The Zoo’s Girls In Science groups spent their last day of the season together at sea! We generally take a field trip each spring and have visited the Wild Animal Park, SeaWorld, and the La Brea Tar Pits, but this is the first time we’ve gone whale watching!
Boarding a fishing boat at Pt. Loma, we set sail on a three-hour tour (a THREEEE HOUR TOOOOOR!) and headed due west about ten miles. Our usual suspects were joined by 14 alumnae and a slew of chaperones from Roosevelt Middle School and the Zoo. Many of us had never been on a boat and didn’t quite know what to expect. A few others were seasoned sailors and knew to stay at the stern and avoid the spray.
Needless to say, the ride out to sea was bumpy and wet. The girls at the bow ended up soaked to the skin but had the time of their lives laughing and riding the waves. The girls at the stern were calmer, drier, and warmer, but still had a good time. A few poor souls ended up with Land Lubber’s Tummy, but even they managed to pull it together when we finally encountered what we were looking for: migrating gray whales! We were looking for “footprints” (smooth spots on the water’s surface that are left when a whale submerges) and spouts.

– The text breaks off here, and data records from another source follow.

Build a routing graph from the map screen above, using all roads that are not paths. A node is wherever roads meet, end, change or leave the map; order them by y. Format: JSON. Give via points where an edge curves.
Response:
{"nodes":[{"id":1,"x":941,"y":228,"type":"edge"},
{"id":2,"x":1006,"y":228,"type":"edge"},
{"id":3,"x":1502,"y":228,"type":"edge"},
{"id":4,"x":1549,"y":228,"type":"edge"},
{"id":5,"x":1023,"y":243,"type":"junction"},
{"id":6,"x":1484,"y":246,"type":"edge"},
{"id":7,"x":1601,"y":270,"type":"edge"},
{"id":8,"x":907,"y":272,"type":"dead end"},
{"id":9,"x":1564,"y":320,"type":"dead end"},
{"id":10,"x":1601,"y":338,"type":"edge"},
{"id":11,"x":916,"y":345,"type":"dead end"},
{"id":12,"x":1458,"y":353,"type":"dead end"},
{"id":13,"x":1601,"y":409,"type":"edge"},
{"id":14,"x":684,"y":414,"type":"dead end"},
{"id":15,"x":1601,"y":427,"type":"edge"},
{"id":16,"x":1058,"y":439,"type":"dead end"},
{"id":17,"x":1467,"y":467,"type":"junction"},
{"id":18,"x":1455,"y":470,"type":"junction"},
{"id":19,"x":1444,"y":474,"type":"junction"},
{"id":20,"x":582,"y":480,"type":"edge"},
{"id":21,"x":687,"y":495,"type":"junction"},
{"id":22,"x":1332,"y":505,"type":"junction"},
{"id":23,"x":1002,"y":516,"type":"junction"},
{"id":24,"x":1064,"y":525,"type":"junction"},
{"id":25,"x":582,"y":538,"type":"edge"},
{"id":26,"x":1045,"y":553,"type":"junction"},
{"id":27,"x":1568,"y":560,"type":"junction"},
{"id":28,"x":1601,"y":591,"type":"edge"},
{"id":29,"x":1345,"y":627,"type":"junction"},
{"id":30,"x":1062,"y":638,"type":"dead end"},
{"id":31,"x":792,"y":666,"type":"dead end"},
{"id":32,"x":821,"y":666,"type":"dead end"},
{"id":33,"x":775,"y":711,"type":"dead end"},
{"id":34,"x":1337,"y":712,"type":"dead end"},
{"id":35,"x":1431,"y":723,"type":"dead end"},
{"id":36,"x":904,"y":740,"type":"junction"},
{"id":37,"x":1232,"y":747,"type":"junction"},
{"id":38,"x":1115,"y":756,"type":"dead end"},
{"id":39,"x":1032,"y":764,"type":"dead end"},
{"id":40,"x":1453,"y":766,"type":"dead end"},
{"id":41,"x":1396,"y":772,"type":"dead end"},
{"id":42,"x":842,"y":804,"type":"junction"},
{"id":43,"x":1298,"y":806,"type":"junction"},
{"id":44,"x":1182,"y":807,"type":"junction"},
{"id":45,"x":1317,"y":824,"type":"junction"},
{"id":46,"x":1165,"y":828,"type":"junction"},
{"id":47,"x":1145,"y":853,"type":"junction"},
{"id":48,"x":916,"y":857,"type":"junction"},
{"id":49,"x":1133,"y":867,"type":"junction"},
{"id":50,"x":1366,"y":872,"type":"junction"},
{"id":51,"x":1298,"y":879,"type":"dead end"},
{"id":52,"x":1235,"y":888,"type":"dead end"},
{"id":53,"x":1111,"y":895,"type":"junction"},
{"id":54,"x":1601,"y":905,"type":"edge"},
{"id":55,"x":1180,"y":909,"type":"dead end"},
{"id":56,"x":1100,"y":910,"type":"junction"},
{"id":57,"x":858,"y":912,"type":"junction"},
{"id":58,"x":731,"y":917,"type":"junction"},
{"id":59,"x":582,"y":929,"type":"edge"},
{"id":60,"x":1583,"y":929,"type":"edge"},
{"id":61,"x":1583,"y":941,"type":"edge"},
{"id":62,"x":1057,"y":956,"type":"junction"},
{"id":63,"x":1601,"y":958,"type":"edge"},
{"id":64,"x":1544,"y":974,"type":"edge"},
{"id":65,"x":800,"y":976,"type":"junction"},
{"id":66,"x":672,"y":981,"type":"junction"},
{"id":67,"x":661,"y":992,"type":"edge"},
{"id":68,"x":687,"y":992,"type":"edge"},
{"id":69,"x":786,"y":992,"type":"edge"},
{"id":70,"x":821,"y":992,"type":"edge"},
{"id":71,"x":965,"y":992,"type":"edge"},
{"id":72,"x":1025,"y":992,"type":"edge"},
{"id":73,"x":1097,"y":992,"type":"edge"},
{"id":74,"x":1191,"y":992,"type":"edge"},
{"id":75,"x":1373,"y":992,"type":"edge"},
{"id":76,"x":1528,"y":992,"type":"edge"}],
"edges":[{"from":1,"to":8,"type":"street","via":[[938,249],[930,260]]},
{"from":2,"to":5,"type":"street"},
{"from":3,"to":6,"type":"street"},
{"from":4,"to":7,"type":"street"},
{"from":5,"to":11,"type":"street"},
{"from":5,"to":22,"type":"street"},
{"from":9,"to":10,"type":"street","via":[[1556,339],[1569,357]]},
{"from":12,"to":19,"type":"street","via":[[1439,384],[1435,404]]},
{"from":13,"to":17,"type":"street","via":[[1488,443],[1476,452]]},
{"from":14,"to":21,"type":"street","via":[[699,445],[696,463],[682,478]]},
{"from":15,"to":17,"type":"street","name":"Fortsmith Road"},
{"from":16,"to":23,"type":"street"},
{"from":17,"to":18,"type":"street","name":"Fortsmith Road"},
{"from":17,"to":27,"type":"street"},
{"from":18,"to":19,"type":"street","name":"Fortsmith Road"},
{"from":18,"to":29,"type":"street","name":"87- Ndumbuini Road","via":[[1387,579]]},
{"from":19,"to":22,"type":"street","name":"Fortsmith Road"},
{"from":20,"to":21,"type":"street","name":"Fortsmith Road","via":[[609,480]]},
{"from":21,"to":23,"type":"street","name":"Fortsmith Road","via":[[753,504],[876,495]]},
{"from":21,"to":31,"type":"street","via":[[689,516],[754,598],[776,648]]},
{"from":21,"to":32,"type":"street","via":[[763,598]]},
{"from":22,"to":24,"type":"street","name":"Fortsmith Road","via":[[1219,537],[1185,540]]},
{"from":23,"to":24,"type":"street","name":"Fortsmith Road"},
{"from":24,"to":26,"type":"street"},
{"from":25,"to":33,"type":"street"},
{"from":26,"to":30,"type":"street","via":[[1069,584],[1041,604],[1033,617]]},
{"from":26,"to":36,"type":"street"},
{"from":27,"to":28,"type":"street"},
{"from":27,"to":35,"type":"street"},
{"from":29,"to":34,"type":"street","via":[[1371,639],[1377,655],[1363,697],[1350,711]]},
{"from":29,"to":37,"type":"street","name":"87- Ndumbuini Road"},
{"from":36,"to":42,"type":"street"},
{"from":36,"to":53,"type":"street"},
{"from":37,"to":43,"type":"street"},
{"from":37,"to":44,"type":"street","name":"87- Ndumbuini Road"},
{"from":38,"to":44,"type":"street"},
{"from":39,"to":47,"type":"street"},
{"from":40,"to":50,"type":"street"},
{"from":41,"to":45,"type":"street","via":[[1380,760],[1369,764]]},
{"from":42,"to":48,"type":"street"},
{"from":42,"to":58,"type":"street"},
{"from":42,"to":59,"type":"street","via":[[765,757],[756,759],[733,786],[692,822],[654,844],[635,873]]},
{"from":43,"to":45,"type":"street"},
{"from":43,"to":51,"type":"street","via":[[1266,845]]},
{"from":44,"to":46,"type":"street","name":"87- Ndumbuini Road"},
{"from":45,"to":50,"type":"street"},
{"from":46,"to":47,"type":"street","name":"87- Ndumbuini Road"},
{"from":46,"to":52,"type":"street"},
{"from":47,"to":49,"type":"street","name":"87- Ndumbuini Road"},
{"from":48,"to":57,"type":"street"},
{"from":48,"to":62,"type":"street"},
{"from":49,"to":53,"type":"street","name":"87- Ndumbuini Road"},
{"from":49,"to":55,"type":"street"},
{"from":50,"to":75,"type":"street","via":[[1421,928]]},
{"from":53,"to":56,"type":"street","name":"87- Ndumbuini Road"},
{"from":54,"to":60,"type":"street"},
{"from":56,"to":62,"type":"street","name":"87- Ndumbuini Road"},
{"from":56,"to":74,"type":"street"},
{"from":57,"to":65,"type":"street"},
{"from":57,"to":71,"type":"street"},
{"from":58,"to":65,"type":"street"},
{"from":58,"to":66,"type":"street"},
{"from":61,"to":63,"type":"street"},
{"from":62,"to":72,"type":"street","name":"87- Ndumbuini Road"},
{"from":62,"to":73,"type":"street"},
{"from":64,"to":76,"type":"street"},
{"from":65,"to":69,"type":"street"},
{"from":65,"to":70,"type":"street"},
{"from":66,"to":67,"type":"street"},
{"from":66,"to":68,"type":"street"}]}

The whales that we saw were likely juveniles, smaller than the 40 feet in length that the adults can reach. And they didn’t seem to be heading north in any particular rush! In fact, they appeared to sort of dawdle where they were for a while. Gray whales have the longest migration of any mammal: more than 5,000 miles from their summering grounds in Alaska to the warm winter birthing lagoons of Mexico. They head south in the fall and migrate northward up the Pacific coast in the spring. Gray whales don’t travel all together. Instead, they move northward in small groups. Generally, the newly pregnant females head north first, followed by yearlings, non-pregnant females and males. Cow and new calf pairs head north last.
We watched for a while and got a few really good photos. Researchers who track whales photograph their flukes, or tails, because the markings on each whale’s flukes are unique. Gray whales also tend to wear lots of barnacles, and the patterns made by these little critters are great for identification, as well. The girls were absolutely thrilled and applauded both the whales and the boat’s crew as we turned around to head back to shore.
An amazing time was had by all. It was so nice to connect with our alums and see how they are all doing. They’re so grown up! And we’re graduating 11 8th graders who will join that elite group next year.
Until next fall!
Cindy Spiva-Evans is an educator at the San Diego Zoo.
Girls In Science is a program for Roosevelt Middle School girls which creates science-based experiences with professional women at the San Diego Zoo. The program is funded through the generosity of the Wells Fargo Foundation.